No primary candidate in history (not even Barack Obama in 2008) has ever had most of his speeches broadcast live on cable TV. No political figure has ever been consistently allowed to call into the Sunday interview shows instead of appearing in person. For much of the campaign so far, the only way other Republican presidential candidates could get attention was to be attacked by Trump or to attack the bumptious billionaire.
Indeed, network coverage of Trump far outpaces that of any other GOP candidate, according to an analysis from the Television News Archive. Trump accounts for more than 50 percent of mentions of the Republican field. And as The Huffington Post's Michael Calderone pointed out recently, the businessman needn’t have bothered buying air time for his first political ad -- cable networks ran it 60 times for free.
News organizations have cited Trump's front-runner status to defend their decision to cover the candidate. A CBS/The New York Times poll released this week shows the businessman with 36 percent support among GOP primary voters, followed by Sen. Ted Cruz (R-Texas) at 19 percent.
But as Shapiro points out, this justification is a self-fulfilling prophecy.

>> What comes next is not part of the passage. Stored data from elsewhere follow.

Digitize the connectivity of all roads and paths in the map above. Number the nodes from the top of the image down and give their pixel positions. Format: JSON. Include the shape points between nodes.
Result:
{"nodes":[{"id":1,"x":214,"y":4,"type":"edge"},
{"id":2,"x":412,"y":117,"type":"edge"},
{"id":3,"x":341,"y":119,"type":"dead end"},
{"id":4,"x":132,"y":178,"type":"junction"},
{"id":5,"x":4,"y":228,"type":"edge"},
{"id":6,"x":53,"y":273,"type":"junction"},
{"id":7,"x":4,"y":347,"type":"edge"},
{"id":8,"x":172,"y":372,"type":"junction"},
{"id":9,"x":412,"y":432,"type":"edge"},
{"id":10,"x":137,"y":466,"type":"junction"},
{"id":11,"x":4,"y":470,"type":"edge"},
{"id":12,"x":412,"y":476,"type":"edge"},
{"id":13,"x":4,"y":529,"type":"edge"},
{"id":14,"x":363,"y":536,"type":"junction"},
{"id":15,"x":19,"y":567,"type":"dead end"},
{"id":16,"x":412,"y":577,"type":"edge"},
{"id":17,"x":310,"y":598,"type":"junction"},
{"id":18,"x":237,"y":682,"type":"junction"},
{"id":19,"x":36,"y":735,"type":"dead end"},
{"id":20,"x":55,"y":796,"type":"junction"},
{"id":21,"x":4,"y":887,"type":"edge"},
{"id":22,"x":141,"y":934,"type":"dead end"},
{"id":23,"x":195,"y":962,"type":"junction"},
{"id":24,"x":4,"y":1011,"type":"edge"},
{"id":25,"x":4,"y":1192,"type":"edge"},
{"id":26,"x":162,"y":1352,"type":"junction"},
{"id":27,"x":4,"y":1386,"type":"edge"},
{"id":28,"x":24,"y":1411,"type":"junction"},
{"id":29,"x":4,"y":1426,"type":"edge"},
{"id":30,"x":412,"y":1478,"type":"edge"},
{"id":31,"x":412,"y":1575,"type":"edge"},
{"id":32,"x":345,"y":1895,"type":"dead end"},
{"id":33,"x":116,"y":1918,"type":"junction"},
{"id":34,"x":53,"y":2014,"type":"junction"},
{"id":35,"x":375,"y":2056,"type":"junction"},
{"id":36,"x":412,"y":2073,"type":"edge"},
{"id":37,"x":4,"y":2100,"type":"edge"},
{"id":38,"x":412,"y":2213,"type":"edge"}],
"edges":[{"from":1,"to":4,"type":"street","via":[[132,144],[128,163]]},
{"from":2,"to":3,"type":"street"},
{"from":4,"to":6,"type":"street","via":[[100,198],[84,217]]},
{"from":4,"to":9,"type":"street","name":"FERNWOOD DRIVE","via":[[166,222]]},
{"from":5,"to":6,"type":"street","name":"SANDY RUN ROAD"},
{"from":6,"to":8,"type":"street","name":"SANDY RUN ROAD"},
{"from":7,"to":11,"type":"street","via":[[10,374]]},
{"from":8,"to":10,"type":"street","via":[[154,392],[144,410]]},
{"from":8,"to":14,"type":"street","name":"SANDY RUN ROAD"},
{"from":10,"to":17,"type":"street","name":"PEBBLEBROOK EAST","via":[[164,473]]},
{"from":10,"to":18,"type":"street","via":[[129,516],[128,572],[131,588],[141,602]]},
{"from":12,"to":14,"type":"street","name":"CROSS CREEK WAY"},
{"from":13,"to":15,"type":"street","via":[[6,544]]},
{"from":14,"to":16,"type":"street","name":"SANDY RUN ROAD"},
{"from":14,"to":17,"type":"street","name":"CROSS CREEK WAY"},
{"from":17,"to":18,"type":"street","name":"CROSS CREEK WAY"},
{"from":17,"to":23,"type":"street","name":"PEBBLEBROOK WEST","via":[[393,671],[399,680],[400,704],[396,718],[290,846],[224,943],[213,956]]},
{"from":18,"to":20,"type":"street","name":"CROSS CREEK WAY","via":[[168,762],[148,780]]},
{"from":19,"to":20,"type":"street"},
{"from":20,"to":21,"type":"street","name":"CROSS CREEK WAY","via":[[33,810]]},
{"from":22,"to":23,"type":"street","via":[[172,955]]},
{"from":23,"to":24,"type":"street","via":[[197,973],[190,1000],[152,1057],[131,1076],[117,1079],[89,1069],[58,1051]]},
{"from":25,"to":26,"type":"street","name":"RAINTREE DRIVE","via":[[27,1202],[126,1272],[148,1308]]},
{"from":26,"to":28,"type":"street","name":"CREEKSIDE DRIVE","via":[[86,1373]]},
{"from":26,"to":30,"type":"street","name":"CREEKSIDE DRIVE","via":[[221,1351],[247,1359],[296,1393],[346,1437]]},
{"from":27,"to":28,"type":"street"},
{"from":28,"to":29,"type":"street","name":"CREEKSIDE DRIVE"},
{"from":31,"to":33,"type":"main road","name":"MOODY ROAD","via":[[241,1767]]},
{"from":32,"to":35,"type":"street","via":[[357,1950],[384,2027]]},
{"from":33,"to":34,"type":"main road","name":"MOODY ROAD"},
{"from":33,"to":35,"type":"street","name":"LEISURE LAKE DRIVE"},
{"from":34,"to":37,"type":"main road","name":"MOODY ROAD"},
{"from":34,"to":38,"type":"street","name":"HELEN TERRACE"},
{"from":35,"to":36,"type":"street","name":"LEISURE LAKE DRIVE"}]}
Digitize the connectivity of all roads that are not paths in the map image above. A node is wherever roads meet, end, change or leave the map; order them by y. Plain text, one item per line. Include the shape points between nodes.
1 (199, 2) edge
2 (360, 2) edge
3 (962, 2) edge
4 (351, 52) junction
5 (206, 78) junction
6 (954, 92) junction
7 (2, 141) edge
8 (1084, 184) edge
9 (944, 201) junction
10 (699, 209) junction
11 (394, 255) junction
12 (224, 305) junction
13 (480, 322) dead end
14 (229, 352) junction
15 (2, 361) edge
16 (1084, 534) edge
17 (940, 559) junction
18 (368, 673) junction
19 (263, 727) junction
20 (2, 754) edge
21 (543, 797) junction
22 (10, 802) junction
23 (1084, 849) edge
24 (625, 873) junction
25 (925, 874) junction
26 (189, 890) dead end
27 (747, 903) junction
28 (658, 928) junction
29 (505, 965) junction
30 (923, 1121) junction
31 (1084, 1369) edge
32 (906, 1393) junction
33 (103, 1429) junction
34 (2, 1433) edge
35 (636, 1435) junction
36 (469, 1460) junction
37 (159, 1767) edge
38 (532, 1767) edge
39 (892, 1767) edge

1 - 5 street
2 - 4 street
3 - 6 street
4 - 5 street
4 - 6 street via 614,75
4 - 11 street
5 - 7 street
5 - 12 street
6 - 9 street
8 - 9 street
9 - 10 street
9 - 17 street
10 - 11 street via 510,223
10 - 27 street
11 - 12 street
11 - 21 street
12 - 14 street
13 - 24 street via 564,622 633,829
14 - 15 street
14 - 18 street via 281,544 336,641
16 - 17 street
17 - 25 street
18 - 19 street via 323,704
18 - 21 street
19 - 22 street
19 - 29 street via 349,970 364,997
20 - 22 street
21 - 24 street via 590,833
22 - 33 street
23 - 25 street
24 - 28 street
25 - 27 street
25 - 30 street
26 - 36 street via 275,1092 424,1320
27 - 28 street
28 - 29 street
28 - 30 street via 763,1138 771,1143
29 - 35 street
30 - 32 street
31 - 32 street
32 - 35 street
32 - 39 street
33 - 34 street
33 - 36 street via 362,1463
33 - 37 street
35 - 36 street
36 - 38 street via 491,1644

“This saturation coverage, of course, fuels Trump’s poll numbers, which are then used to justify the saturation coverage,” he writes. “And the merry-go-round keeps spinning.”
At The Washington Post, political scientist John Sides has looked at the relationship between the media’s coverage of Trump and his poll numbers. Sure enough, Trump’s standing in the Republican field only began to rise after the media began its binge.
“It’s tempting to think that each surge is somehow the result of each candidate’s idiosyncratic appeal to Republican voters,” Sides wrote. “But a simpler explanation is this: when a pollster interrupts people’s lives and asks them about a presidential primary that doesn’t formally begin for months, a significant number of people will mention whichever candidate happens to be in the news these days.”
The media is certainly rewarded for its coverage: Trump is, as he likes to remind journalists, a “ratings machine.” Case in point: The candidate hosted NBC's “Saturday Night Live” in November despite Latino groups urging the network to cancel the reality TV star's appearance after he referred to Mexican immigrants as “rapists” and “criminals.” The head of NBC Entertainment said on Wednesday that the ratings were worth the backlash.
“What makes this capitulation to ratings and clicks by the news media so depressing is that these decisions are empowering Trump -- the first serious presidential candidate in modern history who exudes disdain for the office of the presidency,” Shapiro writes.